• [ASSIGNED TASK]
Please find every line of the listing below where "Marcina" occurs and copy it.

• [DATASET RECORDS]
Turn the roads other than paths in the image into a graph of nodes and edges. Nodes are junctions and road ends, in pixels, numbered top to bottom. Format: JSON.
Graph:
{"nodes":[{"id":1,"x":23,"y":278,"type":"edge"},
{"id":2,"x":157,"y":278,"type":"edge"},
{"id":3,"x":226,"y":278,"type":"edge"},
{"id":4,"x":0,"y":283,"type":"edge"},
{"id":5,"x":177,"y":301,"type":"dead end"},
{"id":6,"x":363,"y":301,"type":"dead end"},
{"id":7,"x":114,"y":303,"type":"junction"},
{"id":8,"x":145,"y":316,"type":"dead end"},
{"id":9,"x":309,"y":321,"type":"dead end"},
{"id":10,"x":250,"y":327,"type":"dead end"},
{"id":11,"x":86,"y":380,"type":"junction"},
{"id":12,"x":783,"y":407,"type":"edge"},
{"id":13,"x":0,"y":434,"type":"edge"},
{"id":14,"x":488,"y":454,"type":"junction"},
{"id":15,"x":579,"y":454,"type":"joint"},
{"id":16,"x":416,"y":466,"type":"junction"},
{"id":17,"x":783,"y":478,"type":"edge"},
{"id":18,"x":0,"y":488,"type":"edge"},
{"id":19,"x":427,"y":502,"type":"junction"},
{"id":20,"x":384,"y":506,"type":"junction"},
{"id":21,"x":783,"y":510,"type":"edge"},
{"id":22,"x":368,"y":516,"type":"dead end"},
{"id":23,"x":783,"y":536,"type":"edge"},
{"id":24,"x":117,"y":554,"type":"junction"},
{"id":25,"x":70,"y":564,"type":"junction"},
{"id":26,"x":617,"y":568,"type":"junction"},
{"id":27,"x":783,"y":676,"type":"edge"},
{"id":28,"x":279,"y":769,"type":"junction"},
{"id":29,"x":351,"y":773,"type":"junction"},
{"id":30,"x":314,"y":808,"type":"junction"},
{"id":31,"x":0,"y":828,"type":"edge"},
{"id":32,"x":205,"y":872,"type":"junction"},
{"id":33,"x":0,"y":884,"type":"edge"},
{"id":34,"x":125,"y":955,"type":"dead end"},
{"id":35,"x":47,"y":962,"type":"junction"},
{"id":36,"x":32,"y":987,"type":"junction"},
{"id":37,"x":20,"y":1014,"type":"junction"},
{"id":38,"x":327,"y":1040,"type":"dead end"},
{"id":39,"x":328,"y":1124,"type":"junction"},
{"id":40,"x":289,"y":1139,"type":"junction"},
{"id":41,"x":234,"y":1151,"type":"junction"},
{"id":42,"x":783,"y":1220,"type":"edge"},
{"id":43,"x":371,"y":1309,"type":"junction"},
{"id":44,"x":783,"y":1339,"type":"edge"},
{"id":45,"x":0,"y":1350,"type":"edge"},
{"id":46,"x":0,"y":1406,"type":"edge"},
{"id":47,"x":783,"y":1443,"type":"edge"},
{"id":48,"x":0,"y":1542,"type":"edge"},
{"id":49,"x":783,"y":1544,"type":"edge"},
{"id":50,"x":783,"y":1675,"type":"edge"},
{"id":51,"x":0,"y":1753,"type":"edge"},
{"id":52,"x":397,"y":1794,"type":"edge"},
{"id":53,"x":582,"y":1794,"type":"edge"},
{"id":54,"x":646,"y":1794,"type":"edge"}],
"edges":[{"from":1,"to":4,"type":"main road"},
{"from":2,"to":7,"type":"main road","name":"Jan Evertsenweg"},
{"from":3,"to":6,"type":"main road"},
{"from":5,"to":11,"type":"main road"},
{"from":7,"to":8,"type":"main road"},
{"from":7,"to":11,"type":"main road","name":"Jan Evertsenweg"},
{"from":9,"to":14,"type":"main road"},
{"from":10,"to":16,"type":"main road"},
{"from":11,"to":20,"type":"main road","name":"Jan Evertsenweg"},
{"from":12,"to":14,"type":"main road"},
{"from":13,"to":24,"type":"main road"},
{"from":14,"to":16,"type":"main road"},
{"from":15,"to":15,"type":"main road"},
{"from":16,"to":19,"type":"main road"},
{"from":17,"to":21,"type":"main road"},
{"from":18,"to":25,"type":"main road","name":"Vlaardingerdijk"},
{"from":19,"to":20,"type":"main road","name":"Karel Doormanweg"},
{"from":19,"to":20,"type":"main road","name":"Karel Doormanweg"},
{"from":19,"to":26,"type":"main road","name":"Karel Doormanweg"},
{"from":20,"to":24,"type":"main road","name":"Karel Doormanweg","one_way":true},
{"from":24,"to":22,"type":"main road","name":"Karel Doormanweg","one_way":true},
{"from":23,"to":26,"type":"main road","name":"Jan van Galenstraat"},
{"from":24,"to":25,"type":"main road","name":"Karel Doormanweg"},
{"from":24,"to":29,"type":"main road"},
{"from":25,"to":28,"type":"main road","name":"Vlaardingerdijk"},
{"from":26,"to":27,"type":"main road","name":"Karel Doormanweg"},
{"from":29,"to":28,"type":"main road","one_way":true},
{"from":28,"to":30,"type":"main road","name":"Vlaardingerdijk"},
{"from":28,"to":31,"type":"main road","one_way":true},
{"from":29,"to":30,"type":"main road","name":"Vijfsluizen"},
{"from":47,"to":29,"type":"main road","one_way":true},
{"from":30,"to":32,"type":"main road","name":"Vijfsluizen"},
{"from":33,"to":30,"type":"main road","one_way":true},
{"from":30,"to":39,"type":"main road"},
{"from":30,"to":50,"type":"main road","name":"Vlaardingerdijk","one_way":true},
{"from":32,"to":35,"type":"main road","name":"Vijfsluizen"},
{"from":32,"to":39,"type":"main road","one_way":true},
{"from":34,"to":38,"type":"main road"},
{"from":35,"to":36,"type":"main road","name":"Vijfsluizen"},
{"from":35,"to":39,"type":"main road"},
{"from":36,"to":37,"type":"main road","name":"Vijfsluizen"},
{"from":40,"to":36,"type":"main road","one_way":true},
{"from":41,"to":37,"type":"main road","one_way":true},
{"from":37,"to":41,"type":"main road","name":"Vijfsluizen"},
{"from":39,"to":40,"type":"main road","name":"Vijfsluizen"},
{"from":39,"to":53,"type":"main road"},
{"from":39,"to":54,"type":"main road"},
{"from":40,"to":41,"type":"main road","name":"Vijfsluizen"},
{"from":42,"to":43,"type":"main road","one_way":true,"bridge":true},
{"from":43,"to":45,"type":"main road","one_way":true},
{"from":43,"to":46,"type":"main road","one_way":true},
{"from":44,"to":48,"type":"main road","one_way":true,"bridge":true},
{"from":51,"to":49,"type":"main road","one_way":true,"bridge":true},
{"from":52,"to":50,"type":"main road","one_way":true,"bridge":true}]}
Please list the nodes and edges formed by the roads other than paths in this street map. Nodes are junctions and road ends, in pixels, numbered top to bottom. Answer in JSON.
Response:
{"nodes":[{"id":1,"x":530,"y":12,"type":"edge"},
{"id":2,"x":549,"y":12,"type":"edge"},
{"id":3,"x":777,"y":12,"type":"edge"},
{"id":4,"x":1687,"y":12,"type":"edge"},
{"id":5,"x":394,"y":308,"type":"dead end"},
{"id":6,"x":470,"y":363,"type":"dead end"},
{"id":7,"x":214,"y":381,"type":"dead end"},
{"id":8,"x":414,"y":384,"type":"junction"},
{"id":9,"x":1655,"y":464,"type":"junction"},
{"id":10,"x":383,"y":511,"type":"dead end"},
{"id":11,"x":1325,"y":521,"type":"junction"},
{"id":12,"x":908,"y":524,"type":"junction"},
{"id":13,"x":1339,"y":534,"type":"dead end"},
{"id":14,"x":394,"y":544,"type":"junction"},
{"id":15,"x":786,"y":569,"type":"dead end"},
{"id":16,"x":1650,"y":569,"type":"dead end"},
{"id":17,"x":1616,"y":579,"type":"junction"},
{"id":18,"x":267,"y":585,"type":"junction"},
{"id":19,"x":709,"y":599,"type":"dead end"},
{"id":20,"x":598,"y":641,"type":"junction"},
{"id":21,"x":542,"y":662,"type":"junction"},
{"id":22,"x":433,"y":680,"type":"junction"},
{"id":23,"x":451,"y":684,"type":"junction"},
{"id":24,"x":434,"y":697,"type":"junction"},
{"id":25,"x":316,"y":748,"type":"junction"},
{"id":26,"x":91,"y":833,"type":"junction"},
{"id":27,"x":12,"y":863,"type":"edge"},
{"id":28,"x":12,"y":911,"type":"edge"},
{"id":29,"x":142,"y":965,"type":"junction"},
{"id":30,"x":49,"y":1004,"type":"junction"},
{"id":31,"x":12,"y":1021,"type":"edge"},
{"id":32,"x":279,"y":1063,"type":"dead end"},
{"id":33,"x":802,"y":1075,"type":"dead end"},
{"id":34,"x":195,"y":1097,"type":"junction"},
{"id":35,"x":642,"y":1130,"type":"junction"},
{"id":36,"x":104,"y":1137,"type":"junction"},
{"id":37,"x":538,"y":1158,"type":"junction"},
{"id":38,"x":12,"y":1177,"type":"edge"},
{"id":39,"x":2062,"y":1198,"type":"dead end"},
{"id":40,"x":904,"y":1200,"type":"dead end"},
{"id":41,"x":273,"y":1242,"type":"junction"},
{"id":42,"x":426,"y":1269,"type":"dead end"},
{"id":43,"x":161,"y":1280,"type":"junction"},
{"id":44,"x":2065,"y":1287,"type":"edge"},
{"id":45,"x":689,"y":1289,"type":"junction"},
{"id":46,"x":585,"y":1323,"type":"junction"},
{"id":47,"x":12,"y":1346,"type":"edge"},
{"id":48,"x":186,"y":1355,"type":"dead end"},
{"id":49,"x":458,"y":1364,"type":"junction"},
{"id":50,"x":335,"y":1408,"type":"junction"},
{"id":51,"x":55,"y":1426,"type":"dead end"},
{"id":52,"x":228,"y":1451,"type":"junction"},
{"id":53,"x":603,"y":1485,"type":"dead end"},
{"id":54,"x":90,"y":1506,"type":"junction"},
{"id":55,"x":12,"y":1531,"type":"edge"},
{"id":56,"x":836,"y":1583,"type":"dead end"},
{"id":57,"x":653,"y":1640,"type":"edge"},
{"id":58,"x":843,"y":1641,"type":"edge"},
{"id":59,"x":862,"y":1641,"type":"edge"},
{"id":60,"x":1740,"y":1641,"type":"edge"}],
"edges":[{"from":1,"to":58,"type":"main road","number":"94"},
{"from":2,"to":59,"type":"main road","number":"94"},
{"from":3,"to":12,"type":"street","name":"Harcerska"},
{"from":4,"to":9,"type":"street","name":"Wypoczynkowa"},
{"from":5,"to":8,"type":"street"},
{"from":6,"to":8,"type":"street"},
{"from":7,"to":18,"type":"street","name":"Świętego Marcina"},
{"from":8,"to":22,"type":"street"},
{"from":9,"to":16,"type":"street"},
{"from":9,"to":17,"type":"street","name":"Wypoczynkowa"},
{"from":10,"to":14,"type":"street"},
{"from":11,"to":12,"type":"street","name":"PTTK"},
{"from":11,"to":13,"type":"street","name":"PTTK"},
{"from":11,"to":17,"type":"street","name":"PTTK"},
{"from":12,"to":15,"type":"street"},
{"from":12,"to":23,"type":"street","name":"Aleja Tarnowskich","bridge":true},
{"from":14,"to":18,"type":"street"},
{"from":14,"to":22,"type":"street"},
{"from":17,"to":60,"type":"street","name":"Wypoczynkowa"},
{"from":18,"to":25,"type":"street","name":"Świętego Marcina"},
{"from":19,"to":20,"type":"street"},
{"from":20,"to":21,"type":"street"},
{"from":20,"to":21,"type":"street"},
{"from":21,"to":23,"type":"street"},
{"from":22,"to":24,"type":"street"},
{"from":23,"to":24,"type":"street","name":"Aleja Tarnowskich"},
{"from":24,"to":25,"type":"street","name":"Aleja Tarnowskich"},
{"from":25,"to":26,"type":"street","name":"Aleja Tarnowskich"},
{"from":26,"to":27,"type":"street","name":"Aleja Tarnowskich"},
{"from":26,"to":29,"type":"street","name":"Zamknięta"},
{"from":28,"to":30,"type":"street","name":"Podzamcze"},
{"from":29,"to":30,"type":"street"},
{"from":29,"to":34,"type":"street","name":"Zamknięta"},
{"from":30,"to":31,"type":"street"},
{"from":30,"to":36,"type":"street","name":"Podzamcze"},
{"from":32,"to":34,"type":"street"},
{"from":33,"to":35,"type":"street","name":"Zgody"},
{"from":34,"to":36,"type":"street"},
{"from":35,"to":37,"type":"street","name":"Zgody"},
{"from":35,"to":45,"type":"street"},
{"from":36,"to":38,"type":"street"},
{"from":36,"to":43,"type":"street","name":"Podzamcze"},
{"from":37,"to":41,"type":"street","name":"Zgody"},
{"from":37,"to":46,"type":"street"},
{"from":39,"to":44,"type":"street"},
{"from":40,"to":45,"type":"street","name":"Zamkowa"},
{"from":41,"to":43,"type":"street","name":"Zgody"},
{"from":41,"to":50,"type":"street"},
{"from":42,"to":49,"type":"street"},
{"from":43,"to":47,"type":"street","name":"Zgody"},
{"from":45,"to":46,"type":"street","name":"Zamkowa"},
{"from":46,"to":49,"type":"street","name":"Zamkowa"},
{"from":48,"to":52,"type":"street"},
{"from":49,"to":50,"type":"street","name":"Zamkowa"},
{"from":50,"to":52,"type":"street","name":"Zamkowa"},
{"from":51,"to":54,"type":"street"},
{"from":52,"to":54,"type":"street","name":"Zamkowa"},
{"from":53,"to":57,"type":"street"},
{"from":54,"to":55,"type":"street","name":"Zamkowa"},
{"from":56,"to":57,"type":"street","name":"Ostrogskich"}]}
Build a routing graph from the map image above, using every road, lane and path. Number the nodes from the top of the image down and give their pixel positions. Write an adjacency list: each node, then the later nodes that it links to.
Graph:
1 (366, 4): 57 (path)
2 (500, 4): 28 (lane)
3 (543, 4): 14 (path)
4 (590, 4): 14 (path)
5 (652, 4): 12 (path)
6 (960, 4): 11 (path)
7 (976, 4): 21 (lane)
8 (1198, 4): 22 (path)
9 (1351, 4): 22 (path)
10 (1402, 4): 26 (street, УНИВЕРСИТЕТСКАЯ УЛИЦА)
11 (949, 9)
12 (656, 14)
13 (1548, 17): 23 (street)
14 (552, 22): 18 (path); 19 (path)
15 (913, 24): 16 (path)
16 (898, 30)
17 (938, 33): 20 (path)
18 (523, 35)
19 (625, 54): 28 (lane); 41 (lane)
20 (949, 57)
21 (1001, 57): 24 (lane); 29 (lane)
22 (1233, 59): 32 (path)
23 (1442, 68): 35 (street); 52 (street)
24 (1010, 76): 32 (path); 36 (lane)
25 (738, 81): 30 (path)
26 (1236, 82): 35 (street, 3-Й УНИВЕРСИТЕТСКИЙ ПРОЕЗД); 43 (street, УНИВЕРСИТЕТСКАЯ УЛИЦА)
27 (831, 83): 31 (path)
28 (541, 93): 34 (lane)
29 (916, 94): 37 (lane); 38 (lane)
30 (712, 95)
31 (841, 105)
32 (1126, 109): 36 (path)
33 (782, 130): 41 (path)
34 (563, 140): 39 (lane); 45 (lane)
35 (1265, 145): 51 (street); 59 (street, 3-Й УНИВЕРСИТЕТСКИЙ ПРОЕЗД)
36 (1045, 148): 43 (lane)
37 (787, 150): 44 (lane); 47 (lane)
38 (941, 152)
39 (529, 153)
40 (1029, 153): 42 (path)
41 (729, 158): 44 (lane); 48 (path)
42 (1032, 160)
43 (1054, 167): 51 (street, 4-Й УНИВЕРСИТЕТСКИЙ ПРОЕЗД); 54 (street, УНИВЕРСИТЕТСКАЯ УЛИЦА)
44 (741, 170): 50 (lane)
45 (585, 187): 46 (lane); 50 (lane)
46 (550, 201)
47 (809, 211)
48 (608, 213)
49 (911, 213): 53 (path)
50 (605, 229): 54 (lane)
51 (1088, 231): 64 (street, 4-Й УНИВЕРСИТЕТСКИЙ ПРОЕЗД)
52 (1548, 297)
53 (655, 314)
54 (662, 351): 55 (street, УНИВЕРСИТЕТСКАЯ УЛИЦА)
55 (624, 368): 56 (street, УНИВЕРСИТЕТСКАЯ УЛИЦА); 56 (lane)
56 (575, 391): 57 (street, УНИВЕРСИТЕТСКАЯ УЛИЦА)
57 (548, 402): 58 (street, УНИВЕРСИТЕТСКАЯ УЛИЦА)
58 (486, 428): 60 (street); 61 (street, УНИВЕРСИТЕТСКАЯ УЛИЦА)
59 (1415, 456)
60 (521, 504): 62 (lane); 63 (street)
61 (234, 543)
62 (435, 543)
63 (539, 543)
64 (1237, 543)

• [OUTPUT OF THE TASK]
{"from":7,"to":18,"type":"street","name":"Świętego Marcina"},
{"from":18,"to":25,"type":"street","name":"Świętego Marcina"},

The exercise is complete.